Em wondered how badly damaged the planet itself might be, given the scope of that explosion. The entire hemisphere might have heard it. Within minutes, they would feel it.
“Engineering, concentrate on that blast,” Em ordered the room, uncaring who responded, as long as someone did. They were all hard men, professionals. That training was still underneath, and would carry them, if he could reach it.
Or it would break them.
“Find out what that thing was,” Em continued. “How big was it? What type of explosive? What are the fallout risks? What’s the state of communications with the ground?”
“I am receiving no signals from Fleet Operations in Werder, Grand Admiral,” one of the men replied in a mechanical voice. “Nor Imperial Land Forces Headquarters. Nor the Palace.”
“Find me someone on the ground,” Em countered. “Anyone.”
“Sir, I have Admiral Provst aboard Firehawk,” someone yelled. “Asking for a private channel.”
“I don’t have a private channel,” Em snarled. “Put him through on the main board.”
Tom Provst’s face appeared on the screen and Em’s heart fell the rest of the way.
He had known the man since Ensign Provst had first earned his transfer to the original Blackbird, twenty-five years ago. Had guided Tom’s career along the right lines, until Captain Provst had commanded the Blackbird at the battle known universally today simply as Third Iger, the battle where a young, Republic destroyer squadron commander named Keller made her name, preventing Emmerich Wachturm, the dread Red Admiral of older days, from mousetrapping a Republic fleet and annihilating two fleet carriers commanded by that idiot Bogdan Loncar.
“Tom?” Em asked, but he already knew. Could see it in the man’s haunted eyes.
“I put him in the safest place I could find, Grand Admiral,” Tom Provst’s voice sounded like glass ground into shards. “The bridge of a battleship surrounded by the b
est squadron in the fleet.”
Tom’s voice broke. Perhaps his mind as well. The eyes got wild for a moment.

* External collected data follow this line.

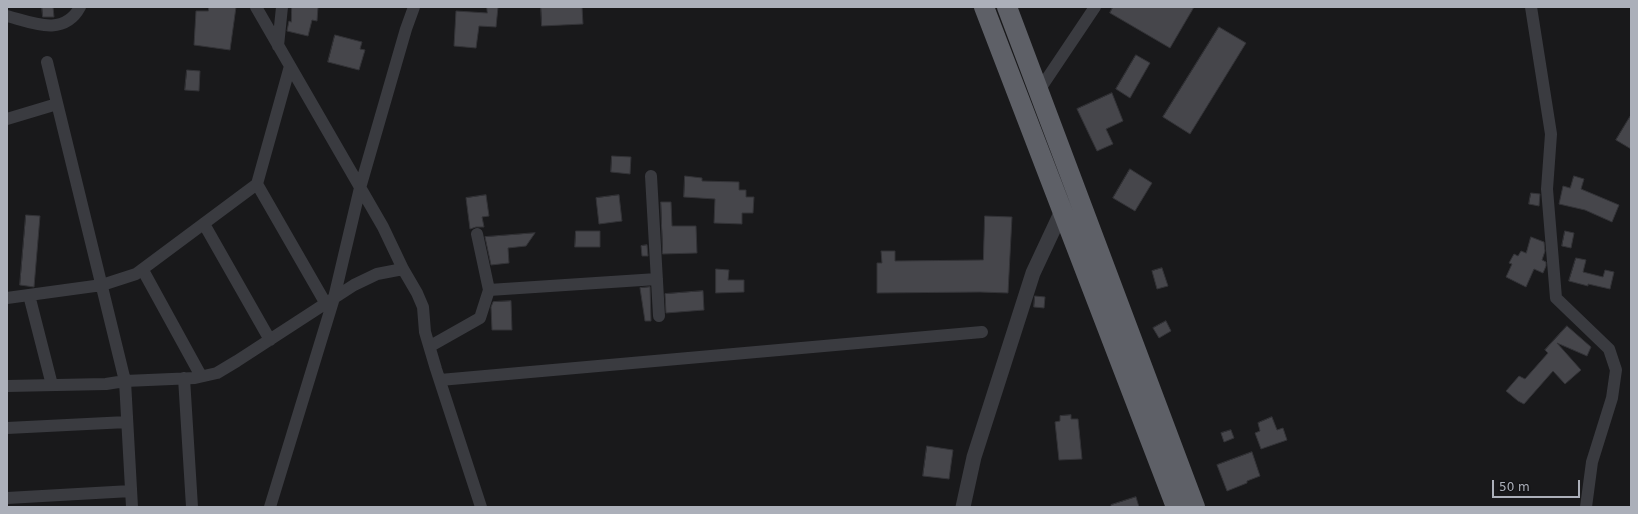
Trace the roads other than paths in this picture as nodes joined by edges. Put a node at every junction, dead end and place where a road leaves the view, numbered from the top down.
1 (80, 7) edge
2 (256, 7) edge
3 (282, 7) edge
4 (414, 7) edge
5 (984, 7) edge
6 (1007, 7) edge
7 (1095, 7) edge
8 (1531, 7) edge
9 (7, 16) edge
10 (278, 46) junction
11 (47, 62) dead end
12 (290, 66) junction
13 (1038, 92) junction
14 (57, 104) junction
15 (7, 119) edge
16 (651, 176) dead end
17 (258, 184) junction
18 (360, 188) junction
19 (1071, 206) junction
20 (204, 224) junction
21 (477, 234) dead end
22 (402, 269) junction
23 (145, 274) dead end
24 (657, 279) junction
25 (102, 285) junction
26 (489, 290) junction
27 (29, 295) junction
28 (7, 298) edge
29 (330, 301) junction
30 (659, 316) dead end
31 (982, 332) dead end
32 (270, 340) junction
33 (434, 344) dead end
34 (202, 376) junction
35 (184, 378) junction
36 (440, 380) junction
37 (125, 381) junction
38 (52, 385) junction
39 (7, 386) edge
40 (127, 422) junction
41 (7, 428) edge
42 (131, 491) junction
43 (7, 498) edge
44 (132, 507) edge
45 (192, 507) edge
46 (270, 507) edge
47 (481, 507) edge
48 (963, 507) edge
49 (1176, 507) edge
50 (1195, 507) edge
51 (1586, 507) edge

1 - 9 street
2 - 10 street
3 - 10 street
4 - 18 street
5 - 19 highway
6 - 13 highway
7 - 13 street
8 - 51 street
10 - 12 street
11 - 14 street
12 - 17 street
12 - 18 street
13 - 19 highway
14 - 15 street
14 - 25 street
16 - 24 street
17 - 20 street
17 - 29 street
18 - 22 street
18 - 29 street
19 - 48 street
19 - 49 highway
19 - 50 highway
20 - 25 street
20 - 32 street
21 - 26 street
22 - 29 street
22 - 36 street
23 - 34 street
24 - 26 street
24 - 30 street
25 - 27 street
25 - 37 street
26 - 33 street
27 - 28 street
27 - 38 street
29 - 32 street
29 - 46 street
31 - 36 street
32 - 34 street
34 - 35 street
35 - 37 street
35 - 45 street
36 - 47 street
37 - 38 street
37 - 40 street
38 - 39 street
40 - 41 street
40 - 42 street
42 - 43 street
42 - 44 street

Em found his own center, forcing himself to be there now for this man, one of his students. One of his best. One of his few true friends.

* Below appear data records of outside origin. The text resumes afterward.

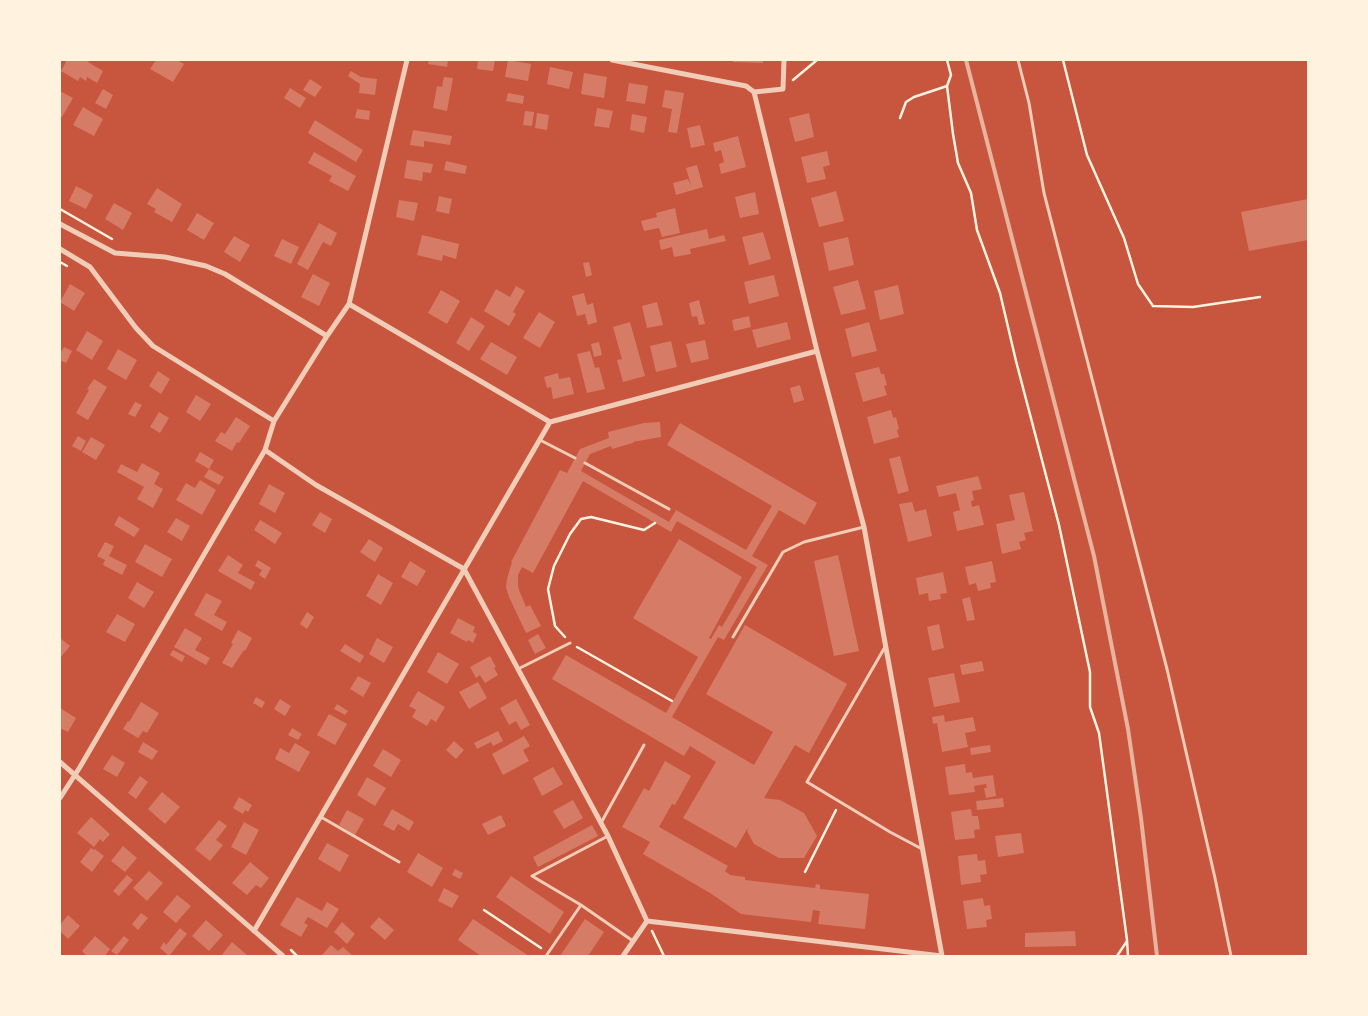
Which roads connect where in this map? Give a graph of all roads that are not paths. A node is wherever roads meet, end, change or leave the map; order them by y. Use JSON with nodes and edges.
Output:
{"nodes":[{"id":1,"x":407,"y":60,"type":"edge"},
{"id":2,"x":612,"y":60,"type":"edge"},
{"id":3,"x":784,"y":60,"type":"edge"},
{"id":4,"x":1018,"y":60,"type":"edge"},
{"id":5,"x":754,"y":92,"type":"junction"},
{"id":6,"x":60,"y":224,"type":"edge"},
{"id":7,"x":60,"y":250,"type":"edge"},
{"id":8,"x":349,"y":304,"type":"junction"},
{"id":9,"x":326,"y":336,"type":"junction"},
{"id":10,"x":817,"y":351,"type":"junction"},
{"id":11,"x":274,"y":421,"type":"junction"},
{"id":12,"x":550,"y":422,"type":"junction"},
{"id":13,"x":540,"y":440,"type":"junction"},
{"id":14,"x":265,"y":450,"type":"junction"},
{"id":15,"x":575,"y":458,"type":"dead end"},
{"id":16,"x":585,"y":463,"type":"dead end"},
{"id":17,"x":668,"y":509,"type":"dead end"},
{"id":18,"x":864,"y":527,"type":"junction"},
{"id":19,"x":464,"y":569,"type":"junction"},
{"id":20,"x":734,"y":637,"type":"dead end"},
{"id":21,"x":570,"y":642,"type":"road end"},
{"id":22,"x":886,"y":645,"type":"junction"},
{"id":23,"x":518,"y":669,"type":"junction"},
{"id":24,"x":644,"y":745,"type":"dead end"},
{"id":25,"x":60,"y":762,"type":"edge"},
{"id":26,"x":75,"y":775,"type":"junction"},
{"id":27,"x":60,"y":798,"type":"edge"},
{"id":28,"x":321,"y":817,"type":"junction"},
{"id":29,"x":600,"y":823,"type":"junction"},
{"id":30,"x":608,"y":836,"type":"junction"},
{"id":31,"x":922,"y":849,"type":"junction"},
{"id":32,"x":398,"y":862,"type":"dead end"},
{"id":33,"x":581,"y":905,"type":"junction"},
{"id":34,"x":647,"y":921,"type":"junction"},
{"id":35,"x":254,"y":931,"type":"junction"},
{"id":36,"x":633,"y":941,"type":"junction"},
{"id":37,"x":547,"y":954,"type":"edge"},
{"id":38,"x":283,"y":956,"type":"edge"},
{"id":39,"x":622,"y":956,"type":"edge"},
{"id":40,"x":942,"y":956,"type":"edge"},
{"id":41,"x":1231,"y":956,"type":"edge"}],
"edges":[{"from":1,"to":8,"type":"street"},
{"from":2,"to":5,"type":"street"},
{"from":3,"to":5,"type":"street"},
{"from":4,"to":41,"type":"lane"},
{"from":5,"to":10,"type":"street"},
{"from":6,"to":9,"type":"street"},
{"from":7,"to":11,"type":"street"},
{"from":8,"to":9,"type":"street"},
{"from":8,"to":12,"type":"street"},
{"from":9,"to":11,"type":"street"},
{"from":10,"to":12,"type":"street"},
{"from":10,"to":18,"type":"street"},
{"from":11,"to":14,"type":"street"},
{"from":12,"to":13,"type":"street"},
{"from":13,"to":15,"type":"lane"},
{"from":13,"to":19,"type":"street"},
{"from":14,"to":19,"type":"street"},
{"from":14,"to":26,"type":"street"},
{"from":16,"to":17,"type":"lane"},
{"from":18,"to":20,"type":"lane"},
{"from":18,"to":22,"type":"street"},
{"from":19,"to":23,"type":"street"},
{"from":19,"to":28,"type":"street"},
{"from":21,"to":23,"type":"lane"},
{"from":22,"to":31,"type":"street"},
{"from":22,"to":31,"type":"lane"},
{"from":23,"to":29,"type":"street"},
{"from":24,"to":29,"type":"lane"},
{"from":25,"to":26,"type":"street"},
{"from":26,"to":27,"type":"street"},
{"from":26,"to":35,"type":"street"},
{"from":28,"to":32,"type":"lane"},
{"from":28,"to":35,"type":"street"},
{"from":29,"to":30,"type":"street"},
{"from":30,"to":33,"type":"lane"},
{"from":30,"to":34,"type":"street"},
{"from":31,"to":40,"type":"street"},
{"from":33,"to":36,"type":"lane"},
{"from":33,"to":37,"type":"lane"},
{"from":34,"to":36,"type":"street"},
{"from":34,"to":40,"type":"street"},
{"from":35,"to":38,"type":"street"},
{"from":36,"to":39,"type":"street"}]}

“What happened, Tom?” Em breathed slowly, trying to hold his sanity together with both arms.
“That last pass at Petrograd, Em,” Tom said. “They learned from what we did to them the first time. Every ship ignored my escorts and fired on the ’hawk with everything they had, just before they ran like hell for deep space. We took a bridge hit. Bad one. Al Kistler’s dead. Everyone’s dead.”
He gulped, and Em could see insanity take root in the man’s soul.
“Crown Prince Ekkehard is dead.”
The room itself groaned.
Em felt like someone had walked up and punched him in the stomach as hard as they could, driving all the breath from his body.
“I failed,” Tom continued in the voice of a precocious six-year-old discovering death for the first time.
“I failed you, Tom,” Em interjected, trying to get inside the man’s mind while he still could. Tom was rapidly losing himself. “You did everything you could.”
“It wasn’t enough,” Tom cried in pure anguish. “He’s dead.”
“I know, Tom,” Em said in a quiet voice. “So is Karl VII. So are a great many people.”
“Are you sure?”
Em glanced at another screen, a jittery image from a frigate that was flying as low as it could with the shockwave and smoke battering and obscuring.
“Looking at the images of the ground, Werder’s been destroyed, and everything around it.”
“What do we do?” Tom asked.
The madness had fled his eyes, Emptiness had taken hold instead.
“There are procedures in place for this, Tom,” Em said, taking a deep breath. “We keep moving forward and hold it all together until everyone else recovers. The Emperor is dead. Long live the Emperor.”